** Work task **
Can you restate the records below word for word?

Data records

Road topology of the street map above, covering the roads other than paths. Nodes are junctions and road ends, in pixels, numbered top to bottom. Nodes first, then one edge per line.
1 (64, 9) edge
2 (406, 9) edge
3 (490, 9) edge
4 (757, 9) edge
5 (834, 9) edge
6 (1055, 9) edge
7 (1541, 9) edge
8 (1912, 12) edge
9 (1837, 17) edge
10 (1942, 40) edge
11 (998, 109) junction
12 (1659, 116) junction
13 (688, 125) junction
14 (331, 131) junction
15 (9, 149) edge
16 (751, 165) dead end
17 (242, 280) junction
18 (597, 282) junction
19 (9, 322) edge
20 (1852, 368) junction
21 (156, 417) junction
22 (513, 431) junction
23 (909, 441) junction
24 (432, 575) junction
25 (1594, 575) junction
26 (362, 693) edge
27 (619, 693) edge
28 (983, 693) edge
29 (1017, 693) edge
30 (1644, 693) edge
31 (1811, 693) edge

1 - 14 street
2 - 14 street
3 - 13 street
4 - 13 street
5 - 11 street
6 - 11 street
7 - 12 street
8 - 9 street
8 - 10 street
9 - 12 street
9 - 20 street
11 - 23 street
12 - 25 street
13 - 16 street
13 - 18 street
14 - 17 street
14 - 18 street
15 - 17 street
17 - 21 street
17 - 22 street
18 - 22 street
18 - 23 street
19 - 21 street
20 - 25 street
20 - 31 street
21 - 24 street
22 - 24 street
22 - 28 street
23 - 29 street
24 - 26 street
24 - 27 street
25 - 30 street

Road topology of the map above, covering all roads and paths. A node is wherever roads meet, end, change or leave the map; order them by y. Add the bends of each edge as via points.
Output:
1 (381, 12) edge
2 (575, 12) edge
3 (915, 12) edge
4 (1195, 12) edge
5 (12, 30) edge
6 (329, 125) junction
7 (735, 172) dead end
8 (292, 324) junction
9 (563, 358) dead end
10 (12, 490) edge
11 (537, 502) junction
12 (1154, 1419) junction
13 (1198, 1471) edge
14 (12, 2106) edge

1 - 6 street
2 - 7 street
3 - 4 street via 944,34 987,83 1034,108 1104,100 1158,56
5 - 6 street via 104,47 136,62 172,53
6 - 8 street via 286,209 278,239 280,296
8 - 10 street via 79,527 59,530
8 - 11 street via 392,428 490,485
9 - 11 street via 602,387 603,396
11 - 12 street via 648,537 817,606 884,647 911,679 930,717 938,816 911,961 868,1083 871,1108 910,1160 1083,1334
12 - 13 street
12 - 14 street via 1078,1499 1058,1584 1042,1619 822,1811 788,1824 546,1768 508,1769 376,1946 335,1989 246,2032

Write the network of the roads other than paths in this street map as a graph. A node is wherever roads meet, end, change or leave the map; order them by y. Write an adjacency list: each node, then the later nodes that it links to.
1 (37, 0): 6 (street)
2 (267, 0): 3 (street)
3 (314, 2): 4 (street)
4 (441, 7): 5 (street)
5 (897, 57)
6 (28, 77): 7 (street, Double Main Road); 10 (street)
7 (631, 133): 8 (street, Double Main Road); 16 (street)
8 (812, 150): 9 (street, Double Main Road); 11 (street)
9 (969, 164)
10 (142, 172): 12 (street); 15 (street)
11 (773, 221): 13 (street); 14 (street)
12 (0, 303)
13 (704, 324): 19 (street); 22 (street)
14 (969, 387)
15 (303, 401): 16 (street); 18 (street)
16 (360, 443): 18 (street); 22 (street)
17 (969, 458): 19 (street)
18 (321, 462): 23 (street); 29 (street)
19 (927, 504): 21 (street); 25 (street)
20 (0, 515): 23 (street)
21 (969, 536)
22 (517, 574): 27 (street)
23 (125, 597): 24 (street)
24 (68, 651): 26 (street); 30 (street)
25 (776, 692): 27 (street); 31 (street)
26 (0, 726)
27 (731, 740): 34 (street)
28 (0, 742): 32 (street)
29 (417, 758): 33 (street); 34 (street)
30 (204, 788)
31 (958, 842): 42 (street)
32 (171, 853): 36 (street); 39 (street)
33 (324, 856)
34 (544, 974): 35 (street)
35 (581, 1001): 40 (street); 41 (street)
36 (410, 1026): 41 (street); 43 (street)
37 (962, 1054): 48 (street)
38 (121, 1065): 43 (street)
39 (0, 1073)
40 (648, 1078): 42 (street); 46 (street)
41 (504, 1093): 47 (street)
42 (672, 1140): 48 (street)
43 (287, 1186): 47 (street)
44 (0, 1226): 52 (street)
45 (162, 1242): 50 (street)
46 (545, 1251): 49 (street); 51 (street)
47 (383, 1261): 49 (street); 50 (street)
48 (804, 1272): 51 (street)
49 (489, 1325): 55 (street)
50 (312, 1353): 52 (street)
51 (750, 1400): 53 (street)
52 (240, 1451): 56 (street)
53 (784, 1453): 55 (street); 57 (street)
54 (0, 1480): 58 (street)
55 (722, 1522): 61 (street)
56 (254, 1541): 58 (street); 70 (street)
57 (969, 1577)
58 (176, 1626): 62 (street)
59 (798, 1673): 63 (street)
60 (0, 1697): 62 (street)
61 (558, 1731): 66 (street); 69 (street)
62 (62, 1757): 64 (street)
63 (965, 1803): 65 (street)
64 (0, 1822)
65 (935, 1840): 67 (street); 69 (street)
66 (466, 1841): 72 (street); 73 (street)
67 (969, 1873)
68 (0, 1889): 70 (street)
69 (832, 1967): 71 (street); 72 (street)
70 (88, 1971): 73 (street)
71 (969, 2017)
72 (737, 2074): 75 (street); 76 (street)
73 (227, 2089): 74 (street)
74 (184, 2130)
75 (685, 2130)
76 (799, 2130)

** Solution for this exercise **
Road topology of the street map above, covering the roads other than paths. Nodes are junctions and road ends, in pixels, numbered top to bottom. Nodes first, then one edge per line.
1 (64, 9) edge
2 (406, 9) edge
3 (490, 9) edge
4 (757, 9) edge
5 (834, 9) edge
6 (1055, 9) edge
7 (1541, 9) edge
8 (1912, 12) edge
9 (1837, 17) edge
10 (1942, 40) edge
11 (998, 109) junction
12 (1659, 116) junction
13 (688, 125) junction
14 (331, 131) junction
15 (9, 149) edge
16 (751, 165) dead end
17 (242, 280) junction
18 (597, 282) junction
19 (9, 322) edge
20 (1852, 368) junction
21 (156, 417) junction
22 (513, 431) junction
23 (909, 441) junction
24 (432, 575) junction
25 (1594, 575) junction
26 (362, 693) edge
27 (619, 693) edge
28 (983, 693) edge
29 (1017, 693) edge
30 (1644, 693) edge
31 (1811, 693) edge

1 - 14 street
2 - 14 street
3 - 13 street
4 - 13 street
5 - 11 street
6 - 11 street
7 - 12 street
8 - 9 street
8 - 10 street
9 - 12 street
9 - 20 street
11 - 23 street
12 - 25 street
13 - 16 street
13 - 18 street
14 - 17 street
14 - 18 street
15 - 17 street
17 - 21 street
17 - 22 street
18 - 22 street
18 - 23 street
19 - 21 street
20 - 25 street
20 - 31 street
21 - 24 street
22 - 24 street
22 - 28 street
23 - 29 street
24 - 26 street
24 - 27 street
25 - 30 street

Road topology of the map above, covering all roads and paths. A node is wherever roads meet, end, change or leave the map; order them by y. Add the bends of each edge as via points.
Output:
1 (381, 12) edge
2 (575, 12) edge
3 (915, 12) edge
4 (1195, 12) edge
5 (12, 30) edge
6 (329, 125) junction
7 (735, 172) dead end
8 (292, 324) junction
9 (563, 358) dead end
10 (12, 490) edge
11 (537, 502) junction
12 (1154, 1419) junction
13 (1198, 1471) edge
14 (12, 2106) edge

1 - 6 street
2 - 7 street
3 - 4 street via 944,34 987,83 1034,108 1104,100 1158,56
5 - 6 street via 104,47 136,62 172,53
6 - 8 street via 286,209 278,239 280,296
8 - 10 street via 79,527 59,530
8 - 11 street via 392,428 490,485
9 - 11 street via 602,387 603,396
11 - 12 street via 648,537 817,606 884,647 911,679 930,717 938,816 911,961 868,1083 871,1108 910,1160 1083,1334
12 - 13 street
12 - 14 street via 1078,1499 1058,1584 1042,1619 822,1811 788,1824 546,1768 508,1769 376,1946 335,1989 246,2032

Write the network of the roads other than paths in this street map as a graph. A node is wherever roads meet, end, change or leave the map; order them by y. Write an adjacency list: each node, then the later nodes that it links to.
1 (37, 0): 6 (street)
2 (267, 0): 3 (street)
3 (314, 2): 4 (street)
4 (441, 7): 5 (street)
5 (897, 57)
6 (28, 77): 7 (street, Double Main Road); 10 (street)
7 (631, 133): 8 (street, Double Main Road); 16 (street)
8 (812, 150): 9 (street, Double Main Road); 11 (street)
9 (969, 164)
10 (142, 172): 12 (street); 15 (street)
11 (773, 221): 13 (street); 14 (street)
12 (0, 303)
13 (704, 324): 19 (street); 22 (street)
14 (969, 387)
15 (303, 401): 16 (street); 18 (street)
16 (360, 443): 18 (street); 22 (street)
17 (969, 458): 19 (street)
18 (321, 462): 23 (street); 29 (street)
19 (927, 504): 21 (street); 25 (street)
20 (0, 515): 23 (street)
21 (969, 536)
22 (517, 574): 27 (street)
23 (125, 597): 24 (street)
24 (68, 651): 26 (street); 30 (street)
25 (776, 692): 27 (street); 31 (street)
26 (0, 726)
27 (731, 740): 34 (street)
28 (0, 742): 32 (street)
29 (417, 758): 33 (street); 34 (street)
30 (204, 788)
31 (958, 842): 42 (street)
32 (171, 853): 36 (street); 39 (street)
33 (324, 856)
34 (544, 974): 35 (street)
35 (581, 1001): 40 (street); 41 (street)
36 (410, 1026): 41 (street); 43 (street)
37 (962, 1054): 48 (street)
38 (121, 1065): 43 (street)
39 (0, 1073)
40 (648, 1078): 42 (street); 46 (street)
41 (504, 1093): 47 (street)
42 (672, 1140): 48 (street)
43 (287, 1186): 47 (street)
44 (0, 1226): 52 (street)
45 (162, 1242): 50 (street)
46 (545, 1251): 49 (street); 51 (street)
47 (383, 1261): 49 (street); 50 (street)
48 (804, 1272): 51 (street)
49 (489, 1325): 55 (street)
50 (312, 1353): 52 (street)
51 (750, 1400): 53 (street)
52 (240, 1451): 56 (street)
53 (784, 1453): 55 (street); 57 (street)
54 (0, 1480): 58 (street)
55 (722, 1522): 61 (street)
56 (254, 1541): 58 (street); 70 (street)
57 (969, 1577)
58 (176, 1626): 62 (street)
59 (798, 1673): 63 (street)
60 (0, 1697): 62 (street)
61 (558, 1731): 66 (street); 69 (street)
62 (62, 1757): 64 (street)
63 (965, 1803): 65 (street)
64 (0, 1822)
65 (935, 1840): 67 (street); 69 (street)
66 (466, 1841): 72 (street); 73 (street)
67 (969, 1873)
68 (0, 1889): 70 (street)
69 (832, 1967): 71 (street); 72 (street)
70 (88, 1971): 73 (street)
71 (969, 2017)
72 (737, 2074): 75 (street); 76 (street)
73 (227, 2089): 74 (street)
74 (184, 2130)
75 (685, 2130)
76 (799, 2130)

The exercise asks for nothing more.